What is needed is an exact retyping of each entry, pictures excluded.

[Records from a collection]

------

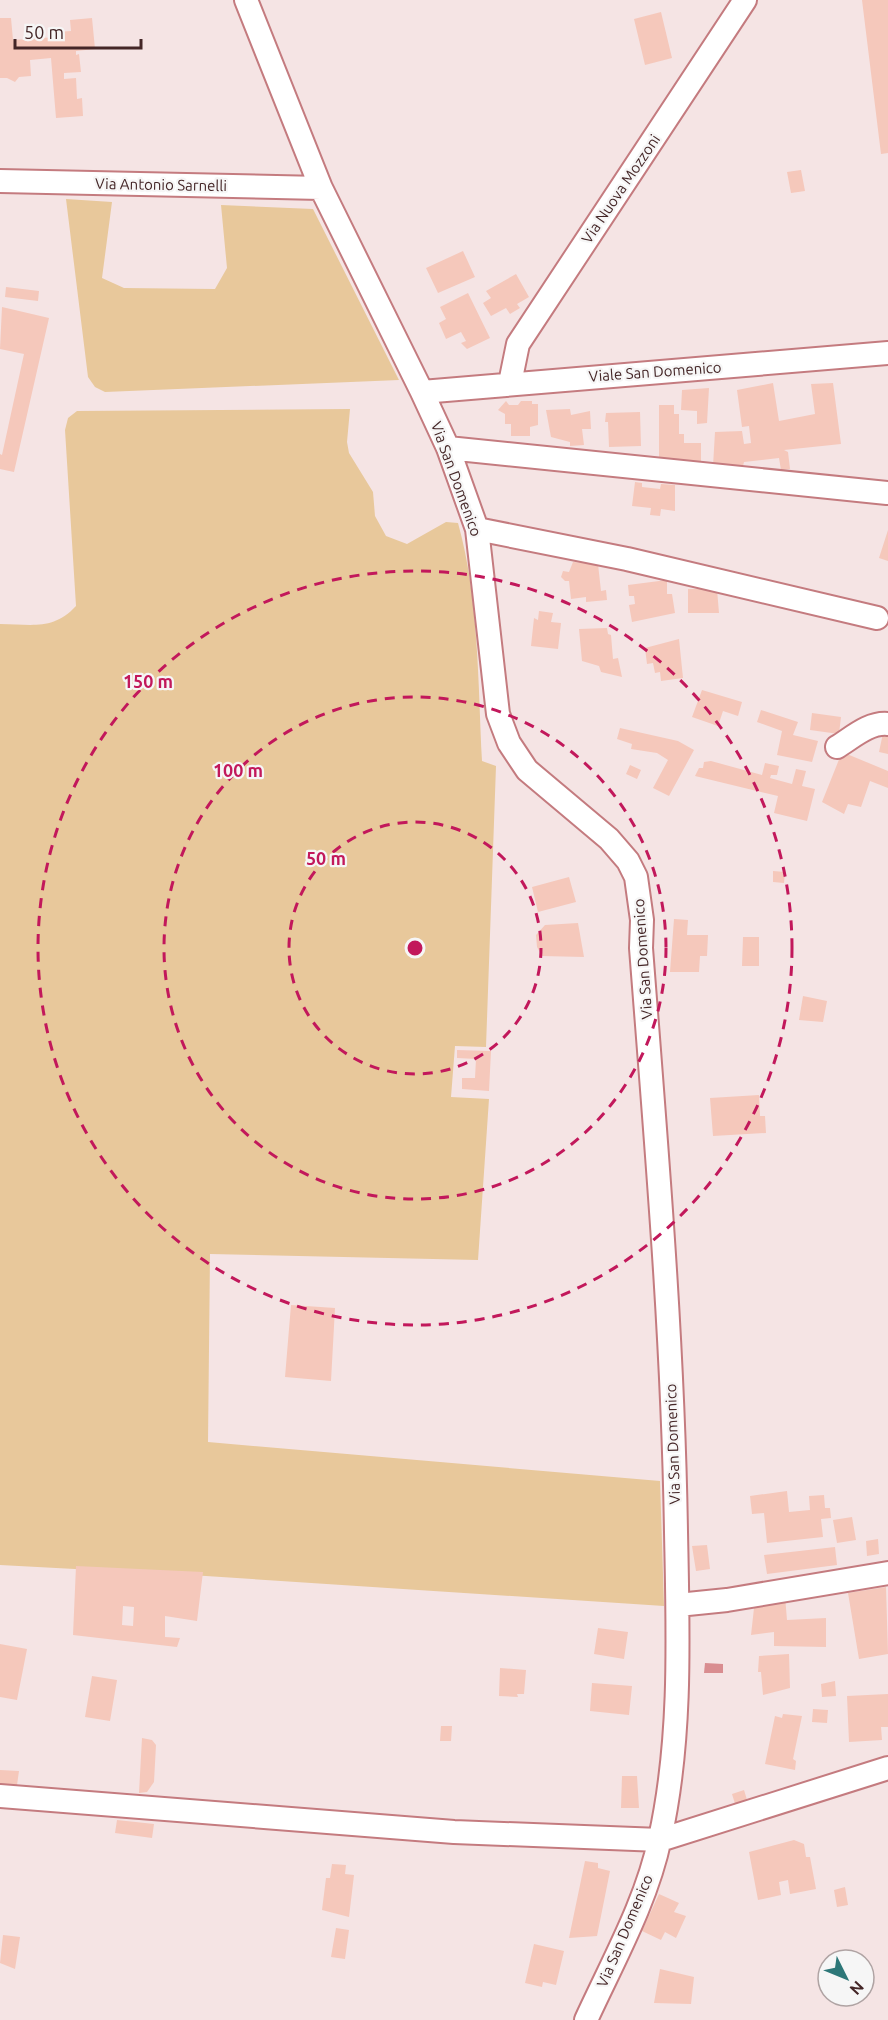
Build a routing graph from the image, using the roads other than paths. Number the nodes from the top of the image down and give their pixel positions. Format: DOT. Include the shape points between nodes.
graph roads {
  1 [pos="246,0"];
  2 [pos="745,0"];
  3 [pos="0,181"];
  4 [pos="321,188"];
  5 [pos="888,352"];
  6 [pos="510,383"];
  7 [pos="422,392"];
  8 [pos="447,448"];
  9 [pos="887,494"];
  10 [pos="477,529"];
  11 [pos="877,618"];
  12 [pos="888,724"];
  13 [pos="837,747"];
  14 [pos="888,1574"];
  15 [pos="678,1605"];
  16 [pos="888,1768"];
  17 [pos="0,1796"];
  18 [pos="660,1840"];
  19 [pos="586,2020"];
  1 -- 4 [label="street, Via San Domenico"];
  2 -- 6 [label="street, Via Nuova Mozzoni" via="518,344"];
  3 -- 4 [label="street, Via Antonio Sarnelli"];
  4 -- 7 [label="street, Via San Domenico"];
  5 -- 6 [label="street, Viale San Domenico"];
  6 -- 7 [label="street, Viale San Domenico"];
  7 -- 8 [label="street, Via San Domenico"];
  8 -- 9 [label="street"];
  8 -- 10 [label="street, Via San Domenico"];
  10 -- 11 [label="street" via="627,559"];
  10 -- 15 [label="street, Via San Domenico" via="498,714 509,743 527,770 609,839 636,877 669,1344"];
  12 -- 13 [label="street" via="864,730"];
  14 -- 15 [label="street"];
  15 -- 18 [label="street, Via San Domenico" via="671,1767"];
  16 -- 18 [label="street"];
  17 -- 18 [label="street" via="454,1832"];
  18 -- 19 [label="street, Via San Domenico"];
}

------

● ANSWER FOR THIS EXERCISE
Build a routing graph from the image, using the roads other than paths. Number the nodes from the top of the image down and give their pixel positions. Format: DOT. Include the shape points between nodes.
graph roads {
  1 [pos="246,0"];
  2 [pos="745,0"];
  3 [pos="0,181"];
  4 [pos="321,188"];
  5 [pos="888,352"];
  6 [pos="510,383"];
  7 [pos="422,392"];
  8 [pos="447,448"];
  9 [pos="887,494"];
  10 [pos="477,529"];
  11 [pos="877,618"];
  12 [pos="888,724"];
  13 [pos="837,747"];
  14 [pos="888,1574"];
  15 [pos="678,1605"];
  16 [pos="888,1768"];
  17 [pos="0,1796"];
  18 [pos="660,1840"];
  19 [pos="586,2020"];
  1 -- 4 [label="street, Via San Domenico"];
  2 -- 6 [label="street, Via Nuova Mozzoni" via="518,344"];
  3 -- 4 [label="street, Via Antonio Sarnelli"];
  4 -- 7 [label="street, Via San Domenico"];
  5 -- 6 [label="street, Viale San Domenico"];
  6 -- 7 [label="street, Viale San Domenico"];
  7 -- 8 [label="street, Via San Domenico"];
  8 -- 9 [label="street"];
  8 -- 10 [label="street, Via San Domenico"];
  10 -- 11 [label="street" via="627,559"];
  10 -- 15 [label="street, Via San Domenico" via="498,714 509,743 527,770 609,839 636,877 669,1344"];
  12 -- 13 [label="street" via="864,730"];
  14 -- 15 [label="street"];
  15 -- 18 [label="street, Via San Domenico" via="671,1767"];
  16 -- 18 [label="street"];
  17 -- 18 [label="street" via="454,1832"];
  18 -- 19 [label="street, Via San Domenico"];
}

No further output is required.